[Source records]

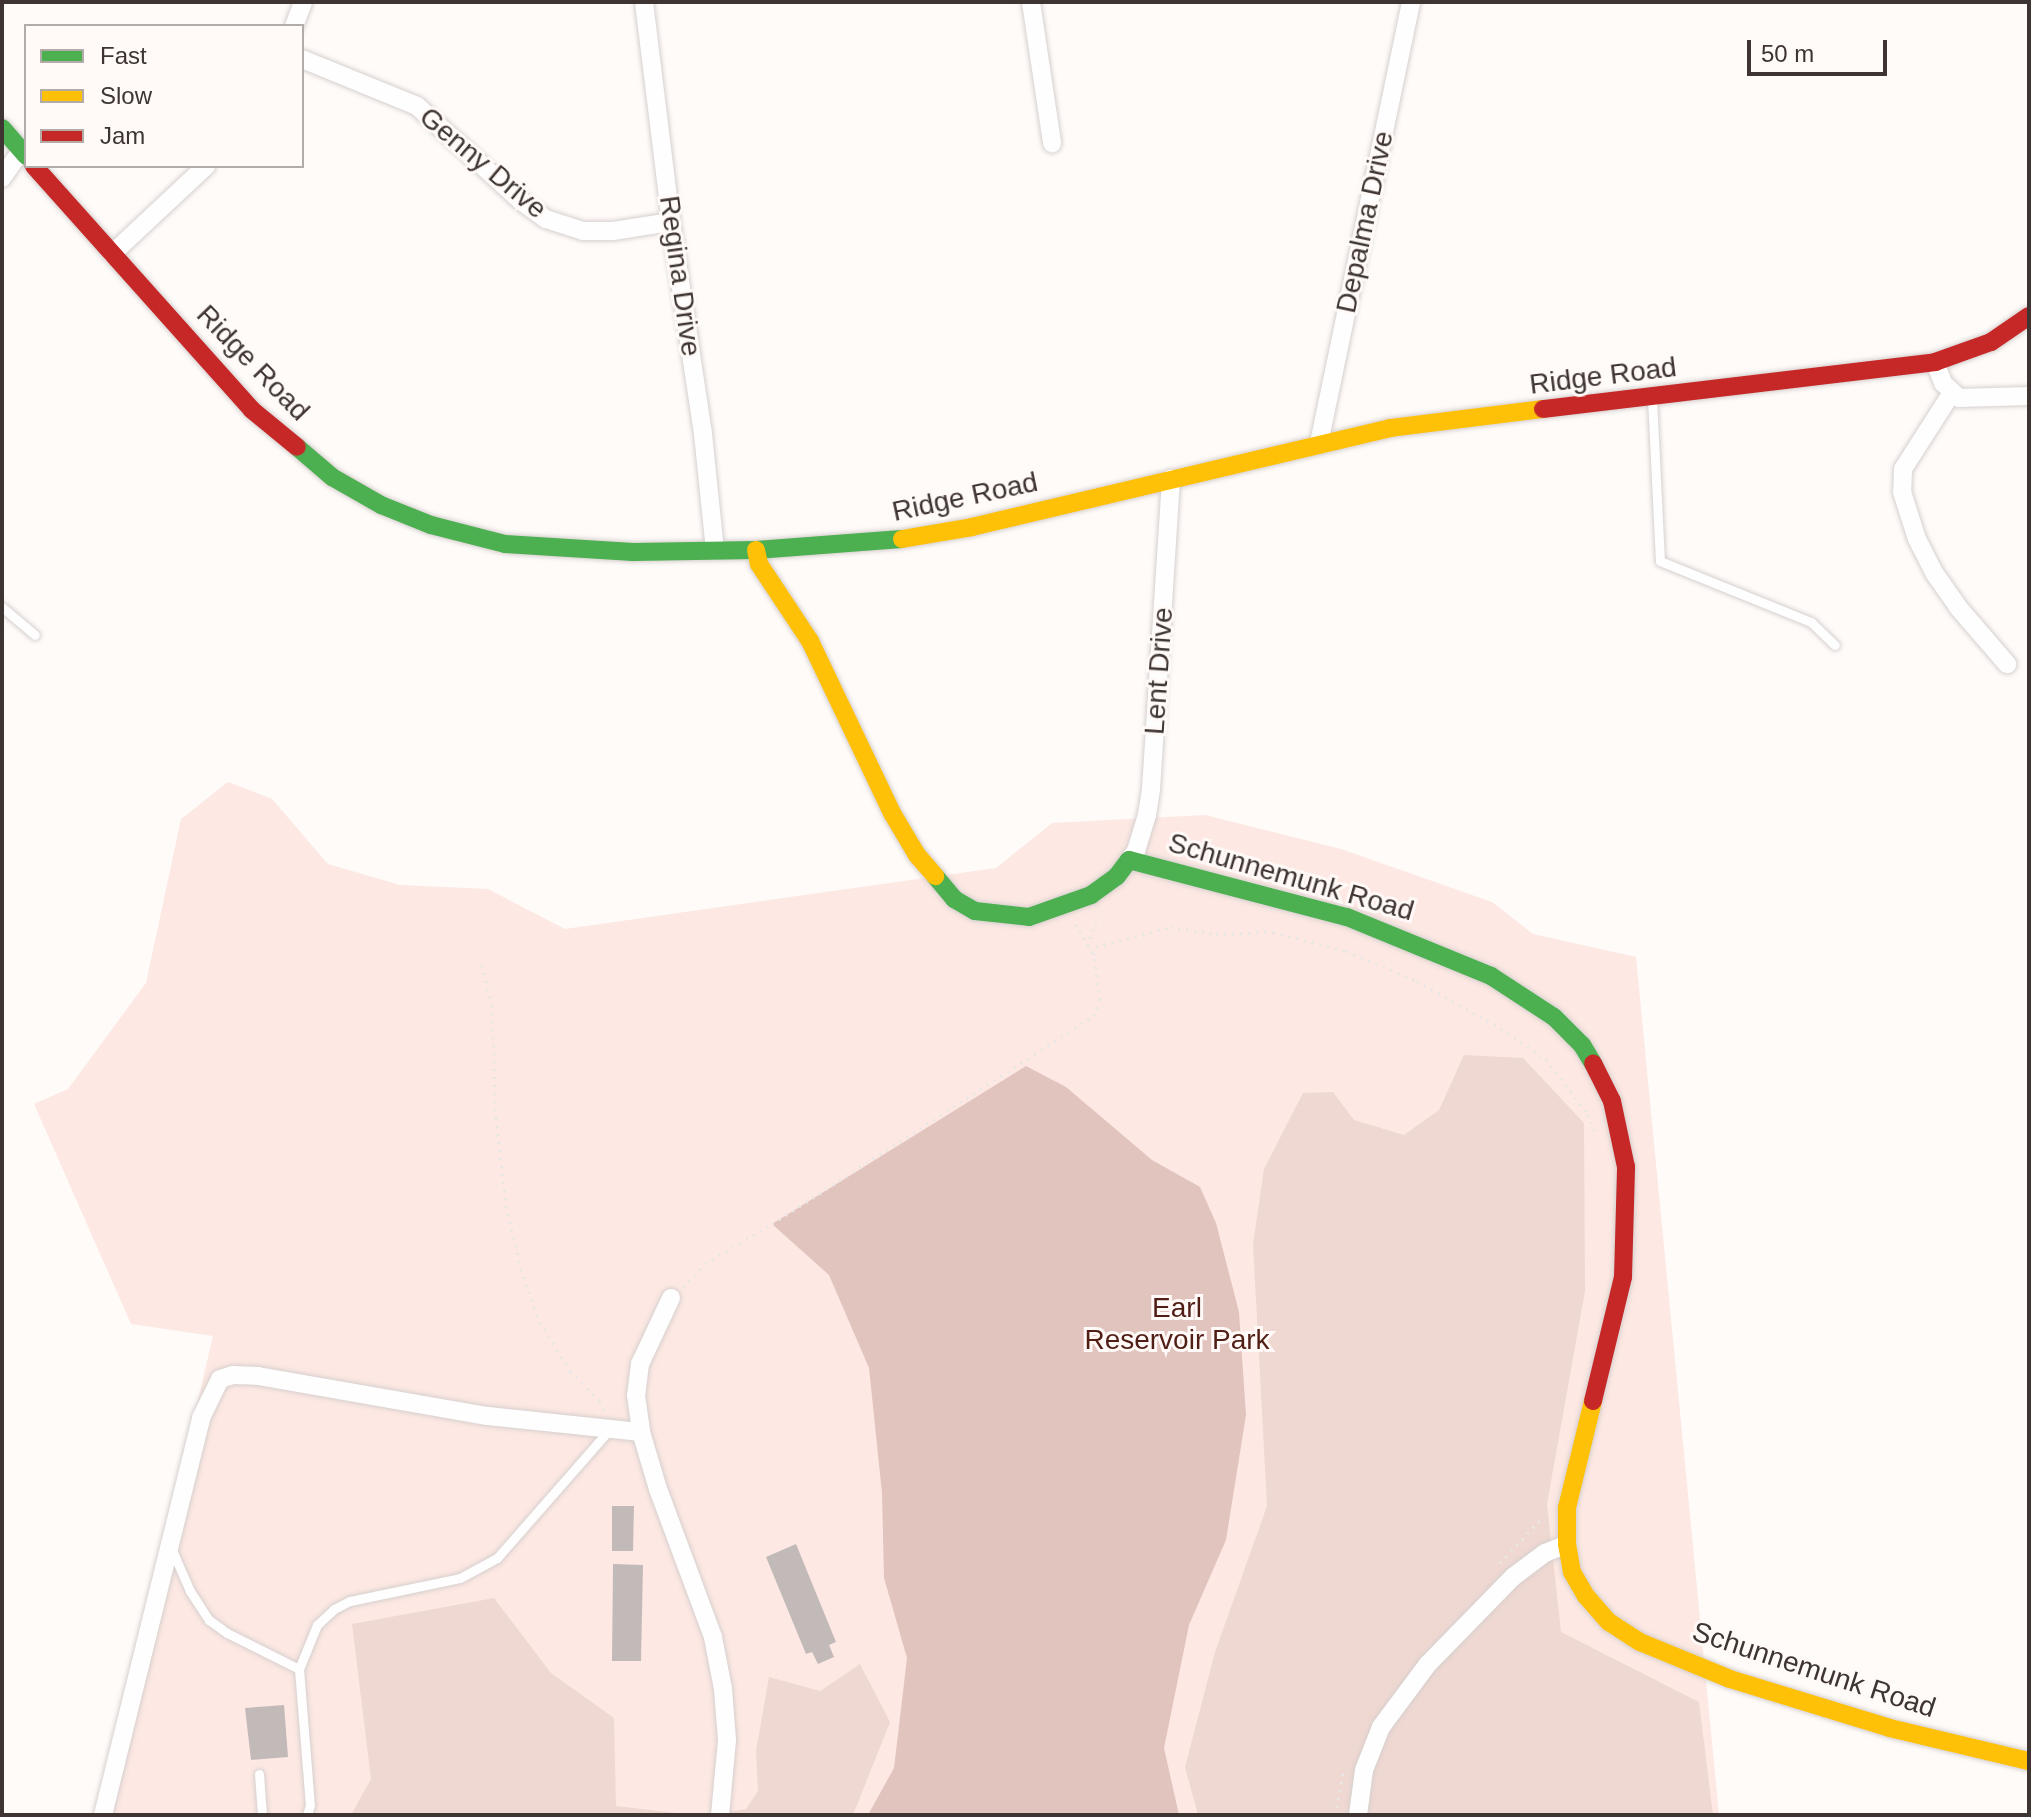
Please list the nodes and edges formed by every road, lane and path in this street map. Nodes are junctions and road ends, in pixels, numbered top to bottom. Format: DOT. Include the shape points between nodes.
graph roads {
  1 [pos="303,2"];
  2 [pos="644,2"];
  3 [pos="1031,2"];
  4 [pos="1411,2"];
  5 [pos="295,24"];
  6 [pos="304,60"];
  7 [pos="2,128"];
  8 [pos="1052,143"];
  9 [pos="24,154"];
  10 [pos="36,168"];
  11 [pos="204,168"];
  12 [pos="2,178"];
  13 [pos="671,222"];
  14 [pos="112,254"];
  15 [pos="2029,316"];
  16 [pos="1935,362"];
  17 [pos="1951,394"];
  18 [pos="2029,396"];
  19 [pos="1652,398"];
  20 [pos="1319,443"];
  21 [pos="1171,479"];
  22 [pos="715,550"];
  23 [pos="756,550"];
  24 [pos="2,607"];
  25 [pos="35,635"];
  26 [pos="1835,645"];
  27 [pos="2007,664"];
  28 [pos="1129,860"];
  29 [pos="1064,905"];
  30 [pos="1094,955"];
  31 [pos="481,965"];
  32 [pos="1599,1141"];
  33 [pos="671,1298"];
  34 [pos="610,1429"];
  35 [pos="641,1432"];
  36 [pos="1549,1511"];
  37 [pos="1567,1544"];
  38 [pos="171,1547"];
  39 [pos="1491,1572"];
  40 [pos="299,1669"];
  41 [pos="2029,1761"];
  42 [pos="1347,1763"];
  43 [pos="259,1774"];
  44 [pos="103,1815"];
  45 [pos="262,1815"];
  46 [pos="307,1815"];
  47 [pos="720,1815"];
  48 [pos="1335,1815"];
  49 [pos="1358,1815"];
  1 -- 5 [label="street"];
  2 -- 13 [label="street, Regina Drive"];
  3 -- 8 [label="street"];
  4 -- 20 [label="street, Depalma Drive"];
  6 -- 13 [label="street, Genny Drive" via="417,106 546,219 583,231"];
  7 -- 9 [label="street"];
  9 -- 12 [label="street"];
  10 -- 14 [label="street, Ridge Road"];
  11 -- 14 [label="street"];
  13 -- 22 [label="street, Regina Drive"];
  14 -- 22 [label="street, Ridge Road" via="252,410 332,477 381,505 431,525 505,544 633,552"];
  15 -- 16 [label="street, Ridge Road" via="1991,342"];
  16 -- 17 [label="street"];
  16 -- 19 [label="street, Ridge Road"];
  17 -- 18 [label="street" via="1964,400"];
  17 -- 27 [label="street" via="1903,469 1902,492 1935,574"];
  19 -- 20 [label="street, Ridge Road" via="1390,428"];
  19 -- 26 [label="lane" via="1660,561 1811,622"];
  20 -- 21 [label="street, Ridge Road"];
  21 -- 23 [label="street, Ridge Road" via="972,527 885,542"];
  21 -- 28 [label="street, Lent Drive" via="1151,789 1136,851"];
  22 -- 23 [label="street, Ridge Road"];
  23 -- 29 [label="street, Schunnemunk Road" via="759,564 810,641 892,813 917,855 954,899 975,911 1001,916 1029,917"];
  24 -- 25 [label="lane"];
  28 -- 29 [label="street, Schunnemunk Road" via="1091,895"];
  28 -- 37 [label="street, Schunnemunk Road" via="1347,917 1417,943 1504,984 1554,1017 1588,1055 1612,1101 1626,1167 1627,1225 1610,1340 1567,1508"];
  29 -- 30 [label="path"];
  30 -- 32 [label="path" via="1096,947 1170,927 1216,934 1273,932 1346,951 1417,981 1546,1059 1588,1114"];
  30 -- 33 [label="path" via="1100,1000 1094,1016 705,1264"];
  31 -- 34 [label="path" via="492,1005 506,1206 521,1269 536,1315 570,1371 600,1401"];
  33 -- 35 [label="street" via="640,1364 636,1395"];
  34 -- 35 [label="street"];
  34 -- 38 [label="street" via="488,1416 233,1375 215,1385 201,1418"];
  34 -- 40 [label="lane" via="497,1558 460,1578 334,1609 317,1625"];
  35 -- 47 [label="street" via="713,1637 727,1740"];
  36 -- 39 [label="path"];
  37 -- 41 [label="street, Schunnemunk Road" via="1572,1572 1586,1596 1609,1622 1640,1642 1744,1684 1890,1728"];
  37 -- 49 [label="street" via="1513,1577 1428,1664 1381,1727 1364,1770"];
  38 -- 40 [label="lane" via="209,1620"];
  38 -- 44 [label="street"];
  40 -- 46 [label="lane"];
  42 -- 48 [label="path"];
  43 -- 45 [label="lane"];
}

--

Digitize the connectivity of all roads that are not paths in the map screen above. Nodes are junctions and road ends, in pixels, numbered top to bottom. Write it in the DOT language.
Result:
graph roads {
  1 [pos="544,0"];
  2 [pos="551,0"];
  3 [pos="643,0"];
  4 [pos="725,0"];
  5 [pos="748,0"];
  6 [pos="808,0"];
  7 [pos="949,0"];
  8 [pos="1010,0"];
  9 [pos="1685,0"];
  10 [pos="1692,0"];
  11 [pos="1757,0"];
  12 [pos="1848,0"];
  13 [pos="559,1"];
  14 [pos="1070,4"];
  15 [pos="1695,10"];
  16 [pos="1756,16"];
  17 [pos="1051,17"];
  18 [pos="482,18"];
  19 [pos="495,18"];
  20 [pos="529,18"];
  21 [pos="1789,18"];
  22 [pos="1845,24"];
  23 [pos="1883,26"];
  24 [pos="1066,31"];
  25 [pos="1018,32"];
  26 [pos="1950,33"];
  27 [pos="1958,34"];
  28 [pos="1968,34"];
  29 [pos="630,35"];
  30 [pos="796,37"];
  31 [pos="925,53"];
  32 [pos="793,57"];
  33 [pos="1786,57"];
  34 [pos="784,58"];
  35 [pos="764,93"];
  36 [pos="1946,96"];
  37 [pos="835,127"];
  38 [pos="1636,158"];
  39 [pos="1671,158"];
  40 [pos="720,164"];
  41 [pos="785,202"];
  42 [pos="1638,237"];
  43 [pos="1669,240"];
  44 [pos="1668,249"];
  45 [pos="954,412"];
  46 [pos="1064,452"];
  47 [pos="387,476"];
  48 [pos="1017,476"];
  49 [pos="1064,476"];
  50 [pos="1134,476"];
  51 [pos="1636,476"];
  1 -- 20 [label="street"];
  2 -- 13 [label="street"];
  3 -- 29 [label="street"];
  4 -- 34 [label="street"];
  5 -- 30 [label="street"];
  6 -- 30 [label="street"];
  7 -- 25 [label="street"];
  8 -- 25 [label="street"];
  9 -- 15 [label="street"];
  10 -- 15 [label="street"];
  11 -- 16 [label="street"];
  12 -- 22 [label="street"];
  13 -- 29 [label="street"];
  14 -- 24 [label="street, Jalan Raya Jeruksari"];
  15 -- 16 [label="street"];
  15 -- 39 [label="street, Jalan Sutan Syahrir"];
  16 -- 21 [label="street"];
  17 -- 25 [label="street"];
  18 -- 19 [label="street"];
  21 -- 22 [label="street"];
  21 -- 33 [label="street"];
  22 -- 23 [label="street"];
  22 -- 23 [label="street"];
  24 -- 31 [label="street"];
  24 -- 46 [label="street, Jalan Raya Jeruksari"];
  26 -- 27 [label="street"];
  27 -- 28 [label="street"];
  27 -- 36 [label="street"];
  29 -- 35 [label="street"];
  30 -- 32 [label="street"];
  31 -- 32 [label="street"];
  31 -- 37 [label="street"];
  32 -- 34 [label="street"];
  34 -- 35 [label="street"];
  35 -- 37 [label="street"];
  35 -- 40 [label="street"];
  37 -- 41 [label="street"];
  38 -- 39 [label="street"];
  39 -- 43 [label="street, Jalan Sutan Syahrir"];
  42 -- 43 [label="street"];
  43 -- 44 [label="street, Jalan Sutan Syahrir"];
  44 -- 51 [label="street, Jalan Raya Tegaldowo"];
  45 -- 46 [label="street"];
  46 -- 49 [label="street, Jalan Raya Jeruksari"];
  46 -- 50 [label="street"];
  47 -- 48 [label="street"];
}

==

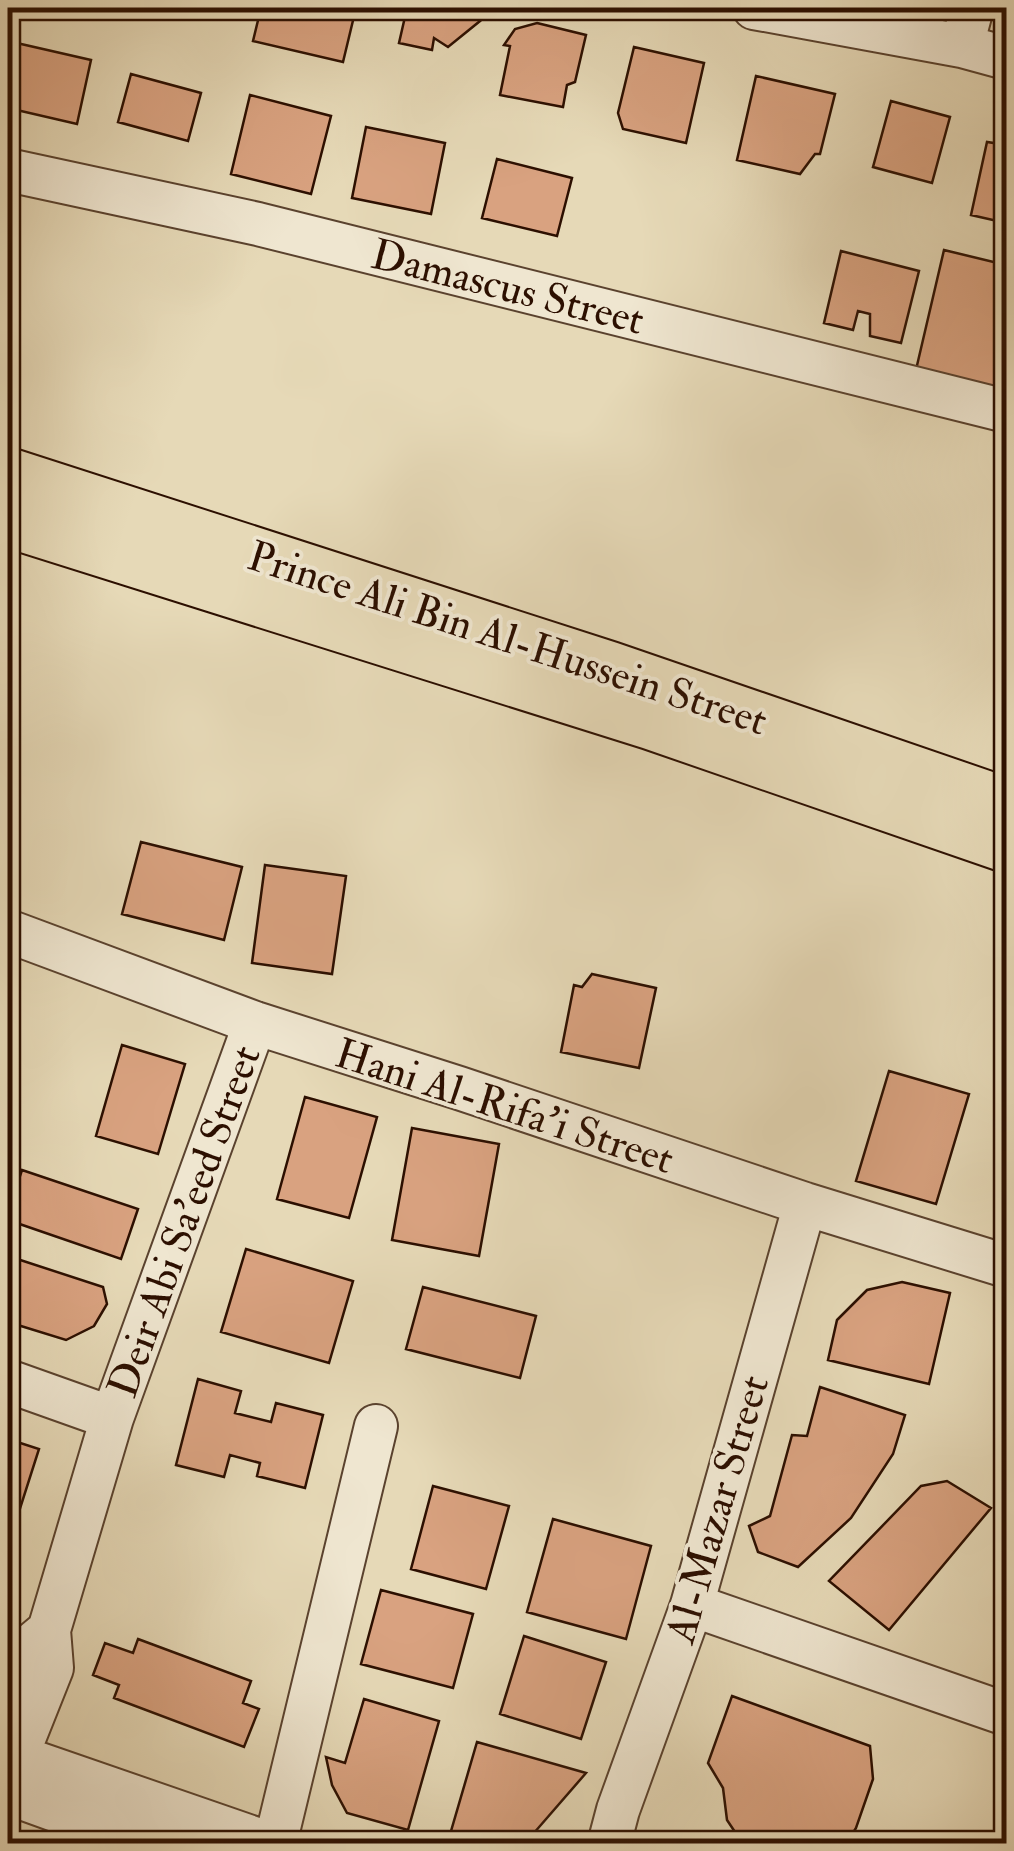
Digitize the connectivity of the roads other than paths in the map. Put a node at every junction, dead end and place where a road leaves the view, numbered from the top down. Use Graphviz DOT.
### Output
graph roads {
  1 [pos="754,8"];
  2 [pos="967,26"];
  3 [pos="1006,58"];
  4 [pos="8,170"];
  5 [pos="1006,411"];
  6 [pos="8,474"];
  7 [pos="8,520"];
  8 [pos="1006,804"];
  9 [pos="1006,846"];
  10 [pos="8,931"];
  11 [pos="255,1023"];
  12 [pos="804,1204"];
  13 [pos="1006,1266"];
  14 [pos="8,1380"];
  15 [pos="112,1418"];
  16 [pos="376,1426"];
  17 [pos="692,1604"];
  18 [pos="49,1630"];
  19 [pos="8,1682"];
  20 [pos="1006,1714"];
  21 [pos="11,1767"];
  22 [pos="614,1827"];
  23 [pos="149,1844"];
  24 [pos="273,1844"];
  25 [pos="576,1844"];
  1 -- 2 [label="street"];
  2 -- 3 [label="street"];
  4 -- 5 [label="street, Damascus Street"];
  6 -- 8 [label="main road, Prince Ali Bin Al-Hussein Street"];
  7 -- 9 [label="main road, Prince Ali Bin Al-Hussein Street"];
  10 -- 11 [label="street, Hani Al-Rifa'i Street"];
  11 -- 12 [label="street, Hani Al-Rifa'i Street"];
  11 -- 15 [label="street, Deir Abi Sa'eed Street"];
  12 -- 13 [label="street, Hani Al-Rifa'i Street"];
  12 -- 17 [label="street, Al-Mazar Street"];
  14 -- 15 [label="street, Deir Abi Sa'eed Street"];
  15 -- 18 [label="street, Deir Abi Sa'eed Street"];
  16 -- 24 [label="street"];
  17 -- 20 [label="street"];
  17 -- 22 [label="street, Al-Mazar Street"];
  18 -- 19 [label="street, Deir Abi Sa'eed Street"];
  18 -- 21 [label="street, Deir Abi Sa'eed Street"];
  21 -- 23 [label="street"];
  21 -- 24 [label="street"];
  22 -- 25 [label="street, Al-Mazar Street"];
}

### [WHAT THIS TASK INVOLVES]
Which of the lines in the data contain the string "Prince"? Return each one.

### [ANSWER BOX]
  6 -- 8 [label="main road, Prince Ali Bin Al-Hussein Street"];
  7 -- 9 [label="main road, Prince Ali Bin Al-Hussein Street"];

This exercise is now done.